White Eagles (paramilitary)
The White Eagles (Serbian: Бели Орлови, Beli Orlovi), also known as the Avengers (Осветници, Osvetnici), were a Serbian paramilitary group associated with the Serbian National Renewal (SNO) and the Serbian Radical Party (SRS). The White Eagles fought in Croatia and the Bosnia and Herzegovina during the Yugoslav Wars.
In the 2003 ICTY Vojislav Seselj indictment, the group is included as an alleged party to the joint criminal enterprise to which Vojislav Šešelj is allegedly a party. In the indictment the group is identified as a "volunteer units including 'Chetnik', or 'Šešeljevci' (translated into English as 'Šešelj’s men')". This association has been denied by SRS leader Vojislav Šešelj.
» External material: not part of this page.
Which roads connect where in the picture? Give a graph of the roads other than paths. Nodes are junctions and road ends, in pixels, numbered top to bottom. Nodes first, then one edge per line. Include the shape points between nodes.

Although the group's members were occasionally referred to as Chetniks, they are not to be confused with the Serbian anticommunist guerrilla group during and after World War II also known as the White Eagles and also referred to as Chetniks. The name White Eagles comes from an anti-communist organisation that was formed during World War II and continued a guerrilla war against Tito’s government after the war. White Eagle refers to the national symbol of Serbia, the double headed white eagle under a crown.
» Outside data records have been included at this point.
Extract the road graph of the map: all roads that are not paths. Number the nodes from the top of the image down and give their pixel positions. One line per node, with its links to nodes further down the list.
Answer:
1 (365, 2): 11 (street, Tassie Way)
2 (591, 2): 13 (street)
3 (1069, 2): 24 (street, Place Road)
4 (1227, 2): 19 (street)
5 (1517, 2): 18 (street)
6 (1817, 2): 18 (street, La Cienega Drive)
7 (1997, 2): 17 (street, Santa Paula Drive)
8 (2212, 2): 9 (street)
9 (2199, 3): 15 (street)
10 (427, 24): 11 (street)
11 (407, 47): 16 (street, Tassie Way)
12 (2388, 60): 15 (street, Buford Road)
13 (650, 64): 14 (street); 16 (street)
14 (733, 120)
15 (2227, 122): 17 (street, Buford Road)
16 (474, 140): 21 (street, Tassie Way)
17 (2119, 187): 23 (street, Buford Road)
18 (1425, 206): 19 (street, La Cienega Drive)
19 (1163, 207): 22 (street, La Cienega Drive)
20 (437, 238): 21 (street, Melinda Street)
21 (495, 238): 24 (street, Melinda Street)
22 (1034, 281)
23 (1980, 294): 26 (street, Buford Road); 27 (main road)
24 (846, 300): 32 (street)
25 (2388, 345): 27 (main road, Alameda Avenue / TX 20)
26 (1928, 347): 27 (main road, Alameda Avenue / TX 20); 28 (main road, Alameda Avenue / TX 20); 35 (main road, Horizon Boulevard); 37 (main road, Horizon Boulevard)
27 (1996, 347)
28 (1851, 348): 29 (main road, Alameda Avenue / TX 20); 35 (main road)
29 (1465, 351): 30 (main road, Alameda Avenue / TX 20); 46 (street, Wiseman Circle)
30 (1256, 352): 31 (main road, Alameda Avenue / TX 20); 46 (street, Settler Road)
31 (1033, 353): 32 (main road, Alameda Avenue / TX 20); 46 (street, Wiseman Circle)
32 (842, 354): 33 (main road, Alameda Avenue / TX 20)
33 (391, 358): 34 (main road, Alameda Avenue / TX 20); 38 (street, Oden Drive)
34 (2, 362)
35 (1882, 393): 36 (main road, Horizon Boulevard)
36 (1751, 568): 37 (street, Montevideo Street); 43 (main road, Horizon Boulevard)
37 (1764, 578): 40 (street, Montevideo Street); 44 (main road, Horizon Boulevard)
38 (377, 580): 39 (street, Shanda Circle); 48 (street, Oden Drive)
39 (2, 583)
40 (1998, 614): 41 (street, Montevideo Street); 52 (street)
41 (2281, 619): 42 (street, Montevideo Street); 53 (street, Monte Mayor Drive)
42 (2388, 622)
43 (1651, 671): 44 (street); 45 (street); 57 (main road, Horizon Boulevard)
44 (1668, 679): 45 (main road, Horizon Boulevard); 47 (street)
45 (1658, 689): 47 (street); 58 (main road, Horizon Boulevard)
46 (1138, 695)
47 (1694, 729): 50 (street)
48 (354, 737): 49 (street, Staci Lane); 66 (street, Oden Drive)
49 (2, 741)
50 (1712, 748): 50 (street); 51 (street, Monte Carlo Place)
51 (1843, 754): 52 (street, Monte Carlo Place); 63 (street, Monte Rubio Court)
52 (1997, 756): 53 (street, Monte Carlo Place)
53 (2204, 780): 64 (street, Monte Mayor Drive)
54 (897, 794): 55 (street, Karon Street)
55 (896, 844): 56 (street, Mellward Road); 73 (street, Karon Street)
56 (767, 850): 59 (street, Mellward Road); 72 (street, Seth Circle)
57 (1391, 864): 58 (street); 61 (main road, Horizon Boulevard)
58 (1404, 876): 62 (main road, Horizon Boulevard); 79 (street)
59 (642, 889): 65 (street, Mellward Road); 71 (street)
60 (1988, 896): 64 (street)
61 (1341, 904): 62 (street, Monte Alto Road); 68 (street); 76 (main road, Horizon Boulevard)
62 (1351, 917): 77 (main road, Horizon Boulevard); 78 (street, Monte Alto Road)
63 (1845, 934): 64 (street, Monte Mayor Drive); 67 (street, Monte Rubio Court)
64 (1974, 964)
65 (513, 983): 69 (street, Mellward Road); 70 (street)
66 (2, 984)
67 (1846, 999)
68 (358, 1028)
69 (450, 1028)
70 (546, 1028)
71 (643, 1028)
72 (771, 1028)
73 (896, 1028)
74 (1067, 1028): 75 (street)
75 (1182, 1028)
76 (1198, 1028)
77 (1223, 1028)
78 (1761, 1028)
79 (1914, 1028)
The White Eagles paramilitary group was formed in 1991-1992 by Dragoslav Bokan and Mirko Jović. Jović called for "a Christian, Orthodox Serbia with no Muslims and no unbelievers". Šešelj states that the group was started by Jović but they got out of his control. According to Šešelj the White Eagles and Arkan's Tigers operated with help from the Yugoslav counterintelligence service.
Paramilitary units are responsible for some of the most brutal aspects of "ethnic cleansing". Two of the units that have played a major role in the "ethnic cleansing" campaign in BiH, the "Cetniks" associated with Vojislav Šešelj and the "Tigers" associated with Zeljko Raznjatovic (Arkan), have been active in the Republic of Serbia as well. Seselj's followers have reportedly waged "ethnic cleansing" campaigns against ethnic minorities in Serbia's provinces of Vojvodina and Kosovo.
— Report of the United Nations Commission on ethnic cleansing in Bosnia and Herzegovina
Testimony at the International War Crimes Tribunal indicates that the White Eagles were responsible for a number of atrocities during the Croatian and Bosnian wars, including: the Voćin massacre, Višegrad massacre, crimes at Foča, Gacko and others. Various members of the White Eagles were indicted by the Tribunal. Mitar Vasiljević received a fifteen-year sentence.
In December, 2010 a group called "Beli Orlovi" (White Eagles) took responsibility for the killing of Kosovo's Bosniak leader Šefko Salković in the north of Kosovo. The group also took responsibility for obstructions of the election process in northern Kosovska Mitrovica, as well as for attacking KFOR troops.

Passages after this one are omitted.